→ Excerpted data:
───

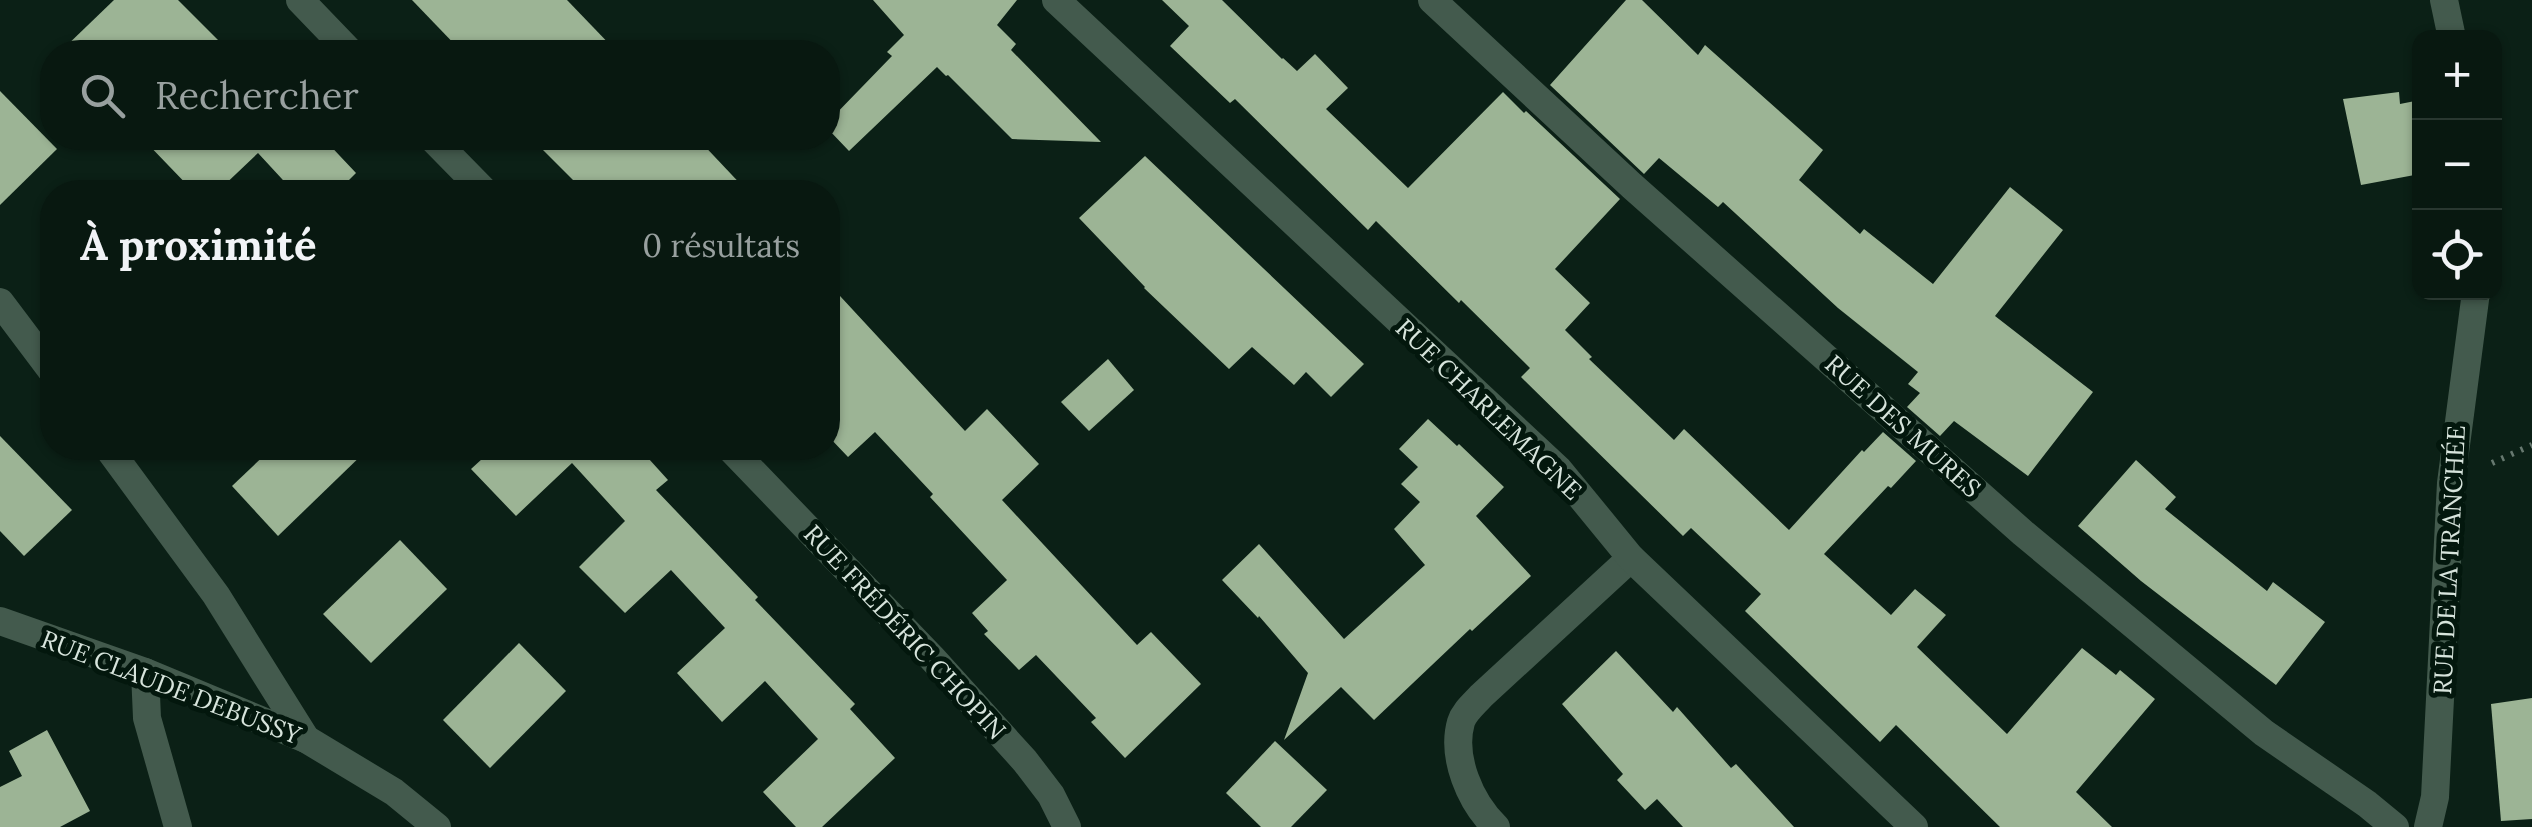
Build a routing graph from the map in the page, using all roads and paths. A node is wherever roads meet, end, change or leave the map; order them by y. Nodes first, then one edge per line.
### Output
1 (300, 0) edge
2 (1056, 0) edge
3 (1432, 0) edge
4 (2444, 0) edge
5 (2450, 30) edge
6 (338, 40) edge
7 (444, 150) edge
8 (473, 180) edge
9 (2475, 300) edge
10 (0, 302) edge
11 (40, 355) edge
12 (117, 460) edge
13 (742, 460) edge
14 (1631, 558) junction
15 (0, 621) edge
16 (146, 672) junction
17 (306, 739) junction
18 (178, 827) edge
19 (438, 827) edge
20 (1066, 827) edge
21 (1496, 827) edge
22 (1914, 827) edge
23 (2395, 827) edge
24 (2428, 827) edge

1 - 6 street
2 - 14 street, RUE CHARLEMAGNE
3 - 23 street, RUE DES MURES
4 - 5 street
7 - 8 street
9 - 24 street, RUE DE LA TRANCHÉE
10 - 11 street
12 - 17 street
13 - 20 street, RUE FRÉDÉRIC CHOPIN
14 - 21 street
14 - 22 street, RUE CHARLEMAGNE
15 - 16 street, RUE CLAUDE DEBUSSY
16 - 17 street, RUE CLAUDE DEBUSSY
16 - 18 street
17 - 19 street, RUE CLAUDE DEBUSSY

───

→ Task statement: The answer must be a word-for-word copy of all the entries, containing no pictures.

→ Answer to this exercise:
Build a routing graph from the map in the page, using all roads and paths. A node is wherever roads meet, end, change or leave the map; order them by y. Nodes first, then one edge per line.
### Output
1 (300, 0) edge
2 (1056, 0) edge
3 (1432, 0) edge
4 (2444, 0) edge
5 (2450, 30) edge
6 (338, 40) edge
7 (444, 150) edge
8 (473, 180) edge
9 (2475, 300) edge
10 (0, 302) edge
11 (40, 355) edge
12 (117, 460) edge
13 (742, 460) edge
14 (1631, 558) junction
15 (0, 621) edge
16 (146, 672) junction
17 (306, 739) junction
18 (178, 827) edge
19 (438, 827) edge
20 (1066, 827) edge
21 (1496, 827) edge
22 (1914, 827) edge
23 (2395, 827) edge
24 (2428, 827) edge

1 - 6 street
2 - 14 street, RUE CHARLEMAGNE
3 - 23 street, RUE DES MURES
4 - 5 street
7 - 8 street
9 - 24 street, RUE DE LA TRANCHÉE
10 - 11 street
12 - 17 street
13 - 20 street, RUE FRÉDÉRIC CHOPIN
14 - 21 street
14 - 22 street, RUE CHARLEMAGNE
15 - 16 street, RUE CLAUDE DEBUSSY
16 - 17 street, RUE CLAUDE DEBUSSY
16 - 18 street
17 - 19 street, RUE CLAUDE DEBUSSY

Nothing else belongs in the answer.